## REQUIREMENT:
You are asked to filter the data below and copy every line holding "Bakti".

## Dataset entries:

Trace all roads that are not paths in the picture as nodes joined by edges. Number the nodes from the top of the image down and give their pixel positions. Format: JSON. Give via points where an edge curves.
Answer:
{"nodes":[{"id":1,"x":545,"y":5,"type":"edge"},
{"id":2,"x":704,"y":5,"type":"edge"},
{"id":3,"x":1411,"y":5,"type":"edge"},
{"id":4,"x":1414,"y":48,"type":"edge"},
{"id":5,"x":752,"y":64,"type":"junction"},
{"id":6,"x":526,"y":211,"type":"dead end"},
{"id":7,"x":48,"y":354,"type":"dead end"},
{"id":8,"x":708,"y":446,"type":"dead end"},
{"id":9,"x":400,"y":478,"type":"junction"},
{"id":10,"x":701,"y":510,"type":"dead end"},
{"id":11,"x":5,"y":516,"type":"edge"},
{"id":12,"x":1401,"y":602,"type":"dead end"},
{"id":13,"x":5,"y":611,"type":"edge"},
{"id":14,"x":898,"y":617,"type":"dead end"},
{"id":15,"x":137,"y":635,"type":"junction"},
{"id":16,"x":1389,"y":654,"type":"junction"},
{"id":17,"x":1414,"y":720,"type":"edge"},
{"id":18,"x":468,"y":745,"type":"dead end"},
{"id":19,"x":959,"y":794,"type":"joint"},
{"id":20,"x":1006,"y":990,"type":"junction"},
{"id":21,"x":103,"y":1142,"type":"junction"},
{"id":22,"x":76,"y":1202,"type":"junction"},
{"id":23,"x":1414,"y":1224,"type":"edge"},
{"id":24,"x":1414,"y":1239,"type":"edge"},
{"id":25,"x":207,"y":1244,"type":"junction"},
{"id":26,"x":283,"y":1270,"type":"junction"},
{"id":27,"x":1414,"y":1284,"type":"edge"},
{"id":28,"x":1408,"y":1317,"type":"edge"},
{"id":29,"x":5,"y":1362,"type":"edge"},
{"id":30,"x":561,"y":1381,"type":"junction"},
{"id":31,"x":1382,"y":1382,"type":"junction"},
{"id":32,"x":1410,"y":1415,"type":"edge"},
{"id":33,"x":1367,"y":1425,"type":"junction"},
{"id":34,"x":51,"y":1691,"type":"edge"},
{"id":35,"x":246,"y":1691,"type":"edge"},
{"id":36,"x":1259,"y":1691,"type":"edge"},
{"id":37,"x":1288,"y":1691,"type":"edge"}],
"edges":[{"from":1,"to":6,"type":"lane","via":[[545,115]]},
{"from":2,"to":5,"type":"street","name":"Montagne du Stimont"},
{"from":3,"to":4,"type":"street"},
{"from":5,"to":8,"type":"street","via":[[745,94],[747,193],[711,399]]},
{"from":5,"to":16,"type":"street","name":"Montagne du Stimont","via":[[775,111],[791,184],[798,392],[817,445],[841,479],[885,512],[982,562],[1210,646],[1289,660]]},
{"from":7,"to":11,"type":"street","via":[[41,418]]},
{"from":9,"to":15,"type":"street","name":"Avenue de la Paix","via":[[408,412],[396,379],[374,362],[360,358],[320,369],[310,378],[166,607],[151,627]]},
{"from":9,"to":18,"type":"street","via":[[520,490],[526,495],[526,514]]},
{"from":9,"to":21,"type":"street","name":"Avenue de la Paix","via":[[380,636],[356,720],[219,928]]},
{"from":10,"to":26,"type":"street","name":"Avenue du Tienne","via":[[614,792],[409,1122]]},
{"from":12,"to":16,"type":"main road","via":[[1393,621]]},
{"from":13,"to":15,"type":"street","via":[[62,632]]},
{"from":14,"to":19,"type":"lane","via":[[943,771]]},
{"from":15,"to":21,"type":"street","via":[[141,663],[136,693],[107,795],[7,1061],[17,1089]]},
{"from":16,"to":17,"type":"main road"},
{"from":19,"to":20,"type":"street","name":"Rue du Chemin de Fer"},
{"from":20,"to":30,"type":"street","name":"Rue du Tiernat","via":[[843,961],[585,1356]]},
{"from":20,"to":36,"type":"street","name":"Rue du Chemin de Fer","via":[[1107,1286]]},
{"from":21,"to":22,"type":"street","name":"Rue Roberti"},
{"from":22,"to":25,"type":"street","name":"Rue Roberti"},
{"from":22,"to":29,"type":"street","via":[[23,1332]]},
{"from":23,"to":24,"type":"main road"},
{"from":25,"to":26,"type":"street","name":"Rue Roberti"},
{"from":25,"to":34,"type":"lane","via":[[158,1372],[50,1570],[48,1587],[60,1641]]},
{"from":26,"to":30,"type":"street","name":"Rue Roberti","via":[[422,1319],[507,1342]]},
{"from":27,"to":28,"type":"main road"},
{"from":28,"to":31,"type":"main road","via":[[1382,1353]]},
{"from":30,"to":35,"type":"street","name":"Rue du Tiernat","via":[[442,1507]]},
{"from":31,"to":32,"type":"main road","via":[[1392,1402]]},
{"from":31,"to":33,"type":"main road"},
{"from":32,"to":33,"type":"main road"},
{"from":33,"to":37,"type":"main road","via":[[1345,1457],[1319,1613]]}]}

==

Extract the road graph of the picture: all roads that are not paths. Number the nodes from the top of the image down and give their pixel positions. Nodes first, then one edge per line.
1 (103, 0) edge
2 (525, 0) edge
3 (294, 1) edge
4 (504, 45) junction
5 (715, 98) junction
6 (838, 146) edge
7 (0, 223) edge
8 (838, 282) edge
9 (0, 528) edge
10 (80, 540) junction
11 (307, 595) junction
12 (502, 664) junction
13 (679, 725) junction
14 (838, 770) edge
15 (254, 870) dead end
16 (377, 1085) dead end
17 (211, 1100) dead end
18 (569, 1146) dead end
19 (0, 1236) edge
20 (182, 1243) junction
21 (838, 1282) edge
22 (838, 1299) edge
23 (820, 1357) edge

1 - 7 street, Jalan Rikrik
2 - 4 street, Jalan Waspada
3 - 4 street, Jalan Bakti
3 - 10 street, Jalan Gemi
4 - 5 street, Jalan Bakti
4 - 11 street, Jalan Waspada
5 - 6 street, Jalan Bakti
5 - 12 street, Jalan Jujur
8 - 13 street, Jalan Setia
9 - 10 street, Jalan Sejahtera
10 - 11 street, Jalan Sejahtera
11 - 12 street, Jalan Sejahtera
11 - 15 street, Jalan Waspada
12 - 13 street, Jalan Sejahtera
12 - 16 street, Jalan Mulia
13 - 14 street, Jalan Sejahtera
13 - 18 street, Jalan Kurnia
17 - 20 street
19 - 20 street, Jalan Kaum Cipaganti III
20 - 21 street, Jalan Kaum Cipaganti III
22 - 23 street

## RESPONSE BOX:
3 - 4 street, Jalan Bakti
4 - 5 street, Jalan Bakti
5 - 6 street, Jalan Bakti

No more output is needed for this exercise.